Commonwealth v. Horner

34 Pa. 440 | Pa. | 1859

The opinion of the court was delivered by

Woodward, J.

At common law, a defendant indicted for crime, was liable for the costs of prosecution, whether he was convicted or acquitted on the trial, and the law continued to be so in Pennsylvania, until the Act of 20th March 1797 was passed. That act provided, that all costs accruing on bills of indictment, charging a party with any felony, breach of the peace, or other indictable offence, shall, if such party be acquitted by a petit jury on the traverse of the same, be paid out of the county stock by the county in which the prosecution commenced. By subsequent enactments, costs in cases under the grade of felony are to be paid by the county only where the grand jury ignore the bill, or the petit jury acquit the defendant, and expressly impose the costs on the county; leaving the Act of 1797 in operation only in cases of felony.

It is under this enactment, of 1797, that the present attempt is made to charge the county of Westmoreland with a bill of costs, in a case of felony, amounting, as filed, to $952.16, and as taxed by the clerk of the sessions, to $476.08. The reason why we think the court were right in refusing, on appeal, to allow and tax this enormous bill, is, that the costs in question did not accrue in the larceny case. The witnesses, for whose attendance the bill was made out, were brought from Philadelphia, to sustain an indictment against the same party for a misdemeanor, rather than the indictment for larceny.

There is enough before us to convince us of that, and though we do not ordinarily look into evidence on writs of error and certiorari to the Quarter Sessions, yet, as the party who brings up this record, has submitted evidence, on which he asks us to charge the county, he has no right to complain if we find in it reasons for refusing to grant what he asks.
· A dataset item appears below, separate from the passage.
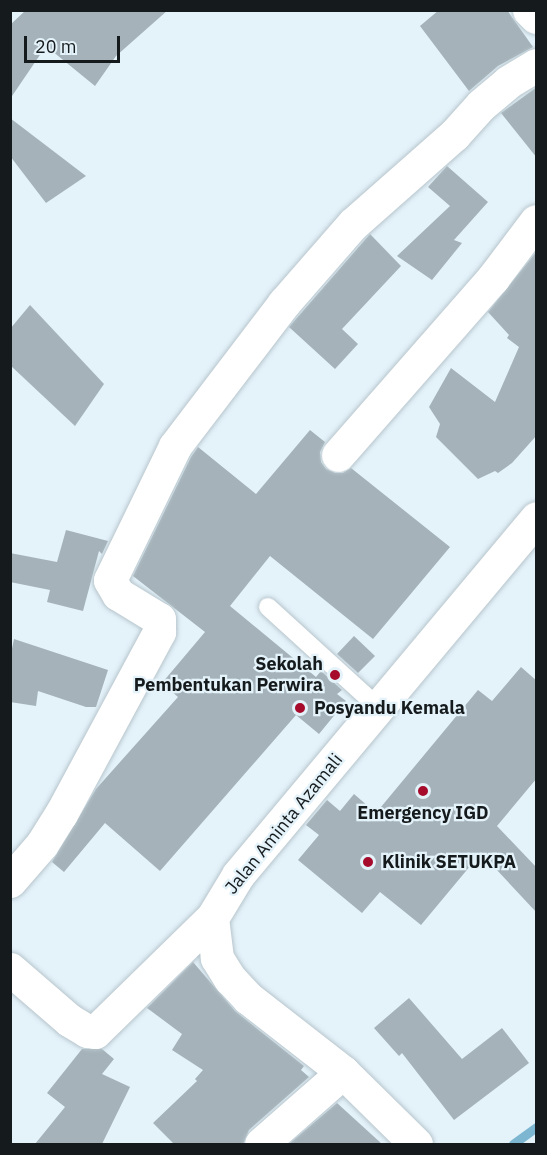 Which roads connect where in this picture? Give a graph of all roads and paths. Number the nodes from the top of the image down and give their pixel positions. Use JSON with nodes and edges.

At his instance, we will look into the case as he has presented it.

At the November Sessions of 1858, two bills of indictment .were found against Samuel and Isaac Horner — one for conspiring to cheat their Philadelphia creditors, the other for larceny. Isaac was not arrested. At the February Sessions of 1859, Samuel was tried on the indictment for conspiracy, and convicted; which verdict was set aside, and a new trial granted at the May Sessions of 1859. The indictment for larceny was continued to the *445February Sessions of 1859, and again to the May Sessions of 1859. At this term (the May Sessions) a settlement of the conspiracy case was effected, after a good deal of negotiation, by the payment, on the part of Horner, of $800, partly in money and partly in notes, which were taken in the names of certain of the Philadelphia creditors.

Immediately after this settlement, a verdict of not guilty was taken in the larceny case, and the bill of costs made out. Harrold, the prosecutor, swears that the reason why he did not file the bill in the conspiracy case was, “ because it was settled, and we could not recover it off them, and it was no use of filing a bill. I was told that, if I filed the bill in the conspiracy, it could not be collected from the county, and for that reason, I did not do it.”

From Mr. Cook, who appears to have acted as counsel for the creditors, and to have been instrumental in effecting the settlement, we learn that, “ the larceny case was not prepared for trial at the May Term — that is, the Commonwealth was not ready for trial.” And again,- that at the settlement, “ the question was asked — What about the larceny case ? I answered, that the prosecution can’t settle, we are not prepared for trial, and it is doubtful if we ever can be; my own inclinations in view of the uncertainty and difficulty of being prepared at any time for trial, and also in view of the costs on the county, which must be greatly increased by circumstances, is to allow it to be disposed of at once. The other counsel, the prosecutor, all concurred in. these views of the larceny ease.”

It would have been fortunate for the county, if Mr. Cook’s views of the impracticability of sustaining the indictment for larceny, had matured at the November or February Sessions, or at any time before the settlement of the misdemeanor case, for then it would not have been made, what it manifestly became in the sequel, a mere stalking-horse to bear this bill of costs to the county treasury. Though the witnesses were subpoenaed in both cases, it is impossible to doubt, that they were the witnesses to the misdemeanor, and not to the felony. Else, why was not the larceny tried at the first or second term; and why was it finally abandoned for want of witnesses ? And if it was found not to be sustainable, why was it not abandoned sooner; before unnecessary witnesses had been brought three times from Philadelphia ? There may have been a bond fide intention to prosecute Horner for larceny, or the indictment may have beenjused as a rod of terror, to force a settlement of the civil claim. We don’t undertake to decide how it was; but, that the costs of these witnesses did not accrue on that indictment, is a-truth that flashes into our eyes from every part of the record. A verdict of not guilty is the usual attendant of an abandoned prosecution for felony. That *446it was abandoned, is almost said in terms by Cook. No other reasonable inference is deducible from what he does say.

The reasons given by the court for not taxing the bill, are not satisfactory to us; but since there was a good legal reason, such as we have indicated, for their refusal, the judgment is to stand affirmed.